Hz. Nebi (s.a.v.) bu
fitnenin, kendi sülâlesinden ama kendi yolunda olmayan bir adamın ayağının
altından yayılacağını söylemiştir. Bu mânâyı da "Benim ailemden, benden
(benim yolumdan) olduğunu zanneden ama aslında benden (benim yolumdan)
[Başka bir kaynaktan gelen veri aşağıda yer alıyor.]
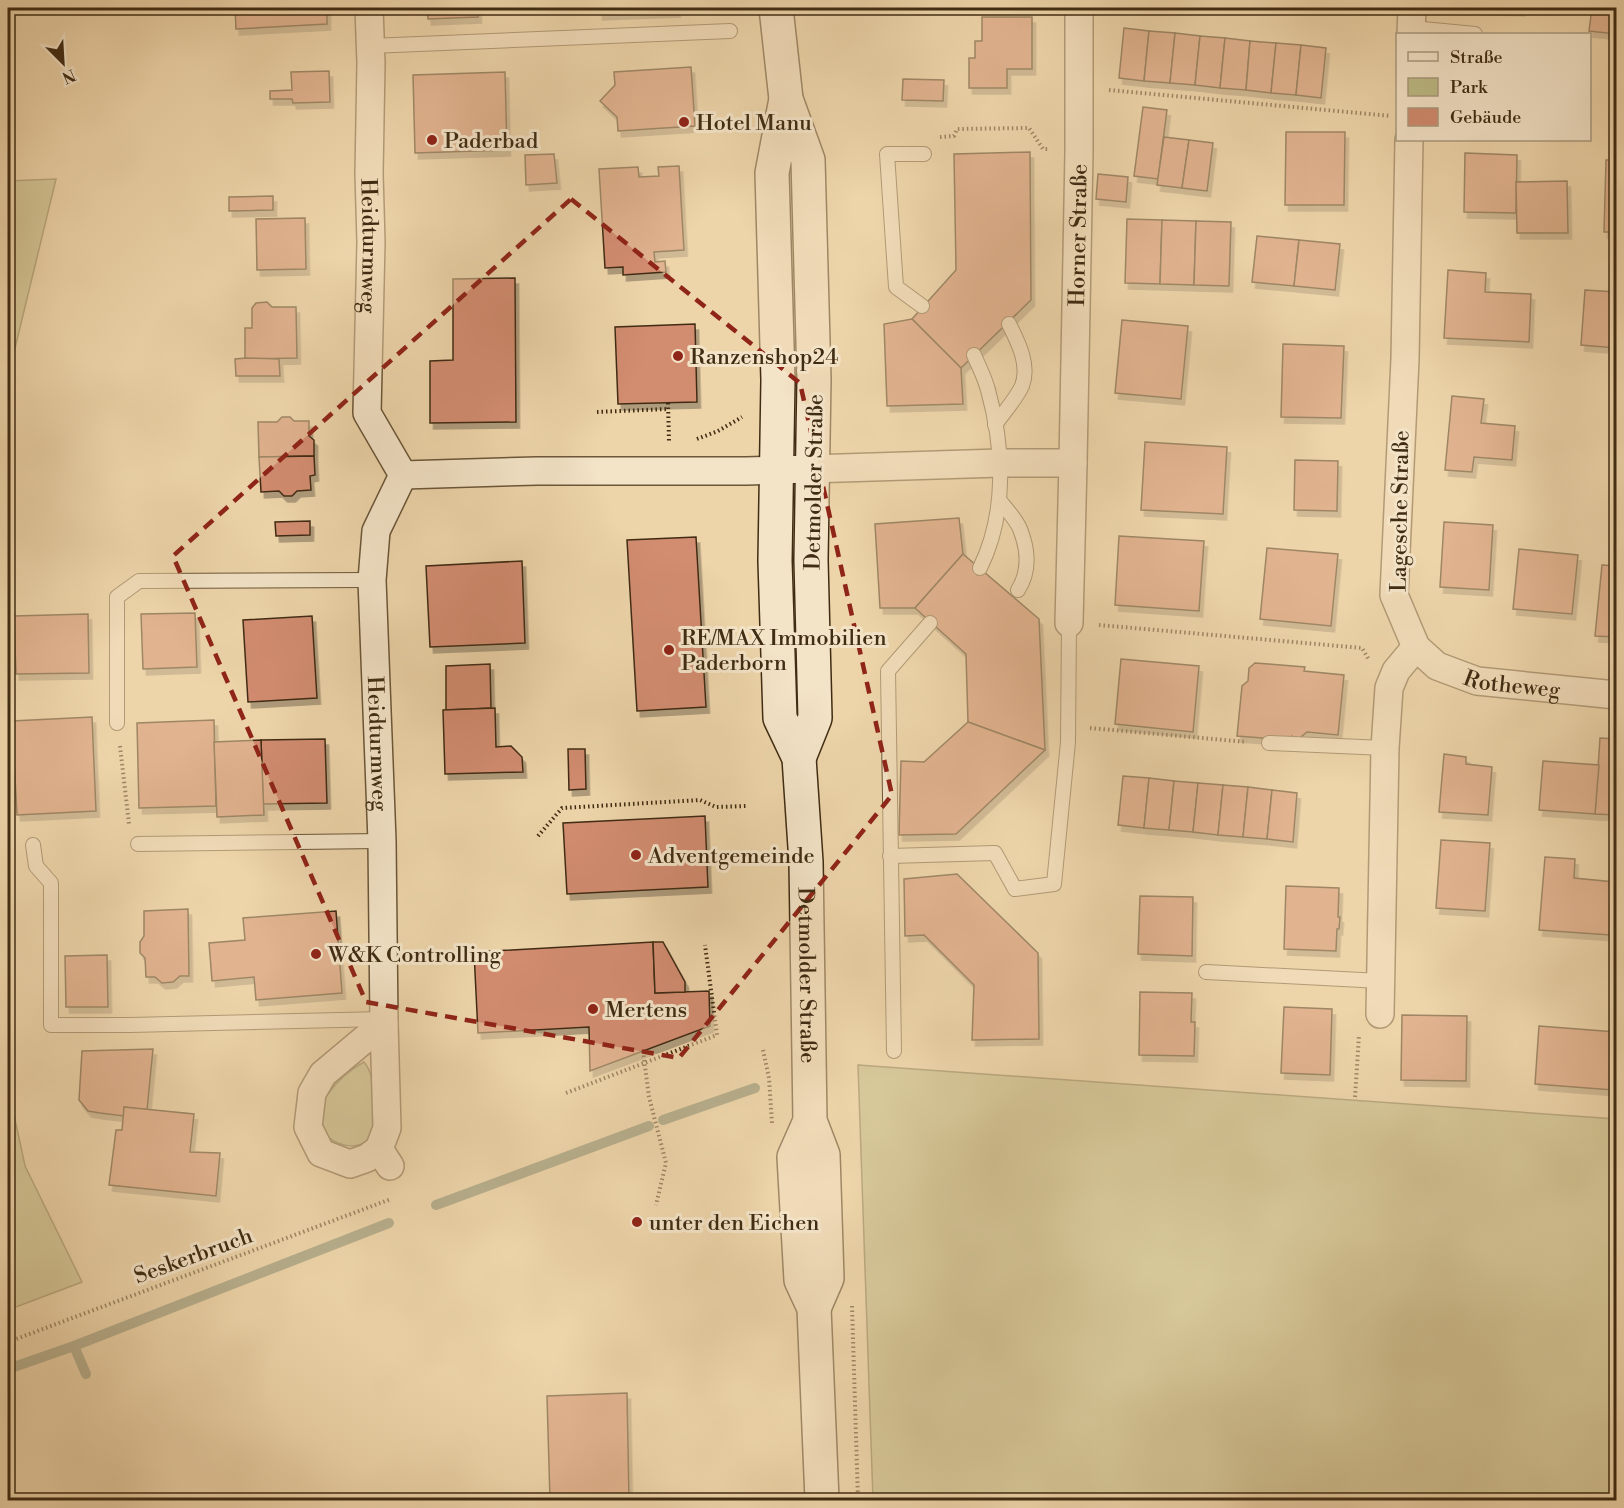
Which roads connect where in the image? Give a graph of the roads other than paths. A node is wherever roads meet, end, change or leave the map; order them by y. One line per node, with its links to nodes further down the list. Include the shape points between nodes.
1 (369, 8): 7 (street, Heidturmweg)
2 (776, 8): 8 (main road, Detmolder Straße)
3 (1079, 8): 16 (street, Horner Straße)
4 (1412, 23): 6 (lane)
5 (730, 31): 7 (lane)
6 (1469, 33)
7 (370, 46): 19 (street, Heidturmweg, via 367,413)
8 (786, 99): 17 (main road, Detmolder Straße, via 808,160); 18 (main road, Detmolder Straße, via 772,173 778,380)
9 (1409, 141): 26 (street, Lagesche Straße, via 1405,359 1394,595)
10 (924, 154): 11 (lane, via 887,154 896,287)
11 (922, 306)
12 (1009, 324): 14 (lane, via 1019,342 1024,364 1022,386)
13 (974, 355): 14 (lane, via 988,388)
14 (995, 425): 15 (lane)
15 (1000, 463): 16 (street); 17 (street); 20 (lane)
16 (1073, 463): 25 (street, Horner Straße)
17 (813, 469): 18 (street); 31 (main road, Detmolder Straße, via 814,718)
18 (776, 470): 19 (street); 31 (main road, Detmolder Straße, via 780,718)
19 (403, 475): 22 (street, Heidturmweg, via 376,531)
20 (1000, 501): 21 (lane, via 990,548); 23 (lane, via 1019,528 1028,561)
21 (980, 567)
22 (372, 580): 28 (lane, via 139,581 117,597); 32 (street, Heidturmweg)
23 (1018, 590)
24 (930, 623): 35 (lane, via 888,671)
25 (1069, 623): 35 (lane, via 1068,742 1054,884 1015,889 996,853)
26 (1416, 647): 27 (street, Rotheweg, via 1437,666 1478,681); 30 (street, via 1396,671 1389,688)
27 (1617, 694)
28 (117, 723)
29 (1269, 743): 30 (lane)
30 (1384, 748): 37 (street)
31 (799, 758): 41 (main road, Detmolder Straße, via 806,862 810,1121 823,1155 827,1278 814,1308)
32 (382, 841): 33 (lane); 39 (street, Heidturmweg)
33 (138, 844)
34 (33, 845): 39 (lane, via 36,866 51,883 51,1025)
35 (890, 856): 40 (lane)
36 (1206, 972): 37 (lane)
37 (1382, 981): 38 (street)
38 (1380, 1014)
39 (384, 1021): 39 (street, Heidturmweg, via 322,1074 312,1093 308,1127 321,1153 350,1164 385,1158)
40 (894, 1051)
41 (822, 1500)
olmayan...." diye ifade buyurmuş daha sonra da kendi dostlarının
muttâkiler olduğunu söylemiştir.
Fitne'nin kendi
ailesinden bir adamın ayağının altında çıkmasından maksat o şahsın bu fitneyi
yayacağı, böyle bir fitnenin yayılması için onun gayret göstereceğidir. Hadiste
bu mânâ (Dehan) kelimesi ile ifâdelendirilmiştir. Bu kelime,
duman mânâsındaki dühan kelimesi ile aynı köktendir. Duman ateşin yandığı
yerden çıkıp koyu bir renkle yayıldığı için, fitne bu kelime ile
ifâdelendirilmiştir.
Hz. Nebi (s.a.v.)
fitnenin zuhuruna sebep olacak şahsın, neseben kendi soyundan olmasına rağmen,
gerçekte kendisinden olmadığını ifade etmiştir. Bunun bir benzeri şu âyet-i
kerimedir.
"Ey Nuh! o senin
ailen sayılmaz, çünkü o kötü bir iş yaptı dedi."[Hud 46]
Sonra insanlar kaburga
üzerindeki bir oturak gibi,
Bu tâbir bir darb'ı
meseldir. Maksat adamın saltanımn sürekli ve düzgün olmayacağının ifadesidir.
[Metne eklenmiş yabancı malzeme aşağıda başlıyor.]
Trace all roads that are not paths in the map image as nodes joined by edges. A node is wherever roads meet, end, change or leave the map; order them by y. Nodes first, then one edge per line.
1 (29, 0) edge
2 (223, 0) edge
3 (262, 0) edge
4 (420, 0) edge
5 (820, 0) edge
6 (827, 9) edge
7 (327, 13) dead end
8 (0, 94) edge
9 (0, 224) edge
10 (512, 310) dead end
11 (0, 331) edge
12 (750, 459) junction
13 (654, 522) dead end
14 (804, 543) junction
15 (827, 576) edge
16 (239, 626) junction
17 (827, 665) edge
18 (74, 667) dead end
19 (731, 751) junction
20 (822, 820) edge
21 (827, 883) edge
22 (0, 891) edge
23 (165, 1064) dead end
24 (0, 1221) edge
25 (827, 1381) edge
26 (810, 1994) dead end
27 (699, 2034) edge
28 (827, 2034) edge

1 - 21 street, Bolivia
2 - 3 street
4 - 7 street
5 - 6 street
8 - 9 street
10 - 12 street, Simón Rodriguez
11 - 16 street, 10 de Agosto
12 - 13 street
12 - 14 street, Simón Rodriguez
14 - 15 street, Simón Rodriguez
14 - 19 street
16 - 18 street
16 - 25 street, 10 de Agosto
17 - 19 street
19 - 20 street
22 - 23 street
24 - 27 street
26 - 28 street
Oturak ağır, kaburga kemiği dayanıksız olduğu için, oturağın kemik üzerinde
uzun süre kalması o kemiğin ağırlığa tahammül etmesi mümkün değildir. İşte
insanın, idaresi uzun sürmeyecek ve düzenli olmayacak birisini başlarına
getirmelerini Efendimiz bu sözleriyle ifade buyurmuştur.
Bezlü'l Mechûd müellifi
Seharenfûrî, Rasûlullah'ın (s.a.v.)'in haber verdiği bu halin hicri 1334 (m.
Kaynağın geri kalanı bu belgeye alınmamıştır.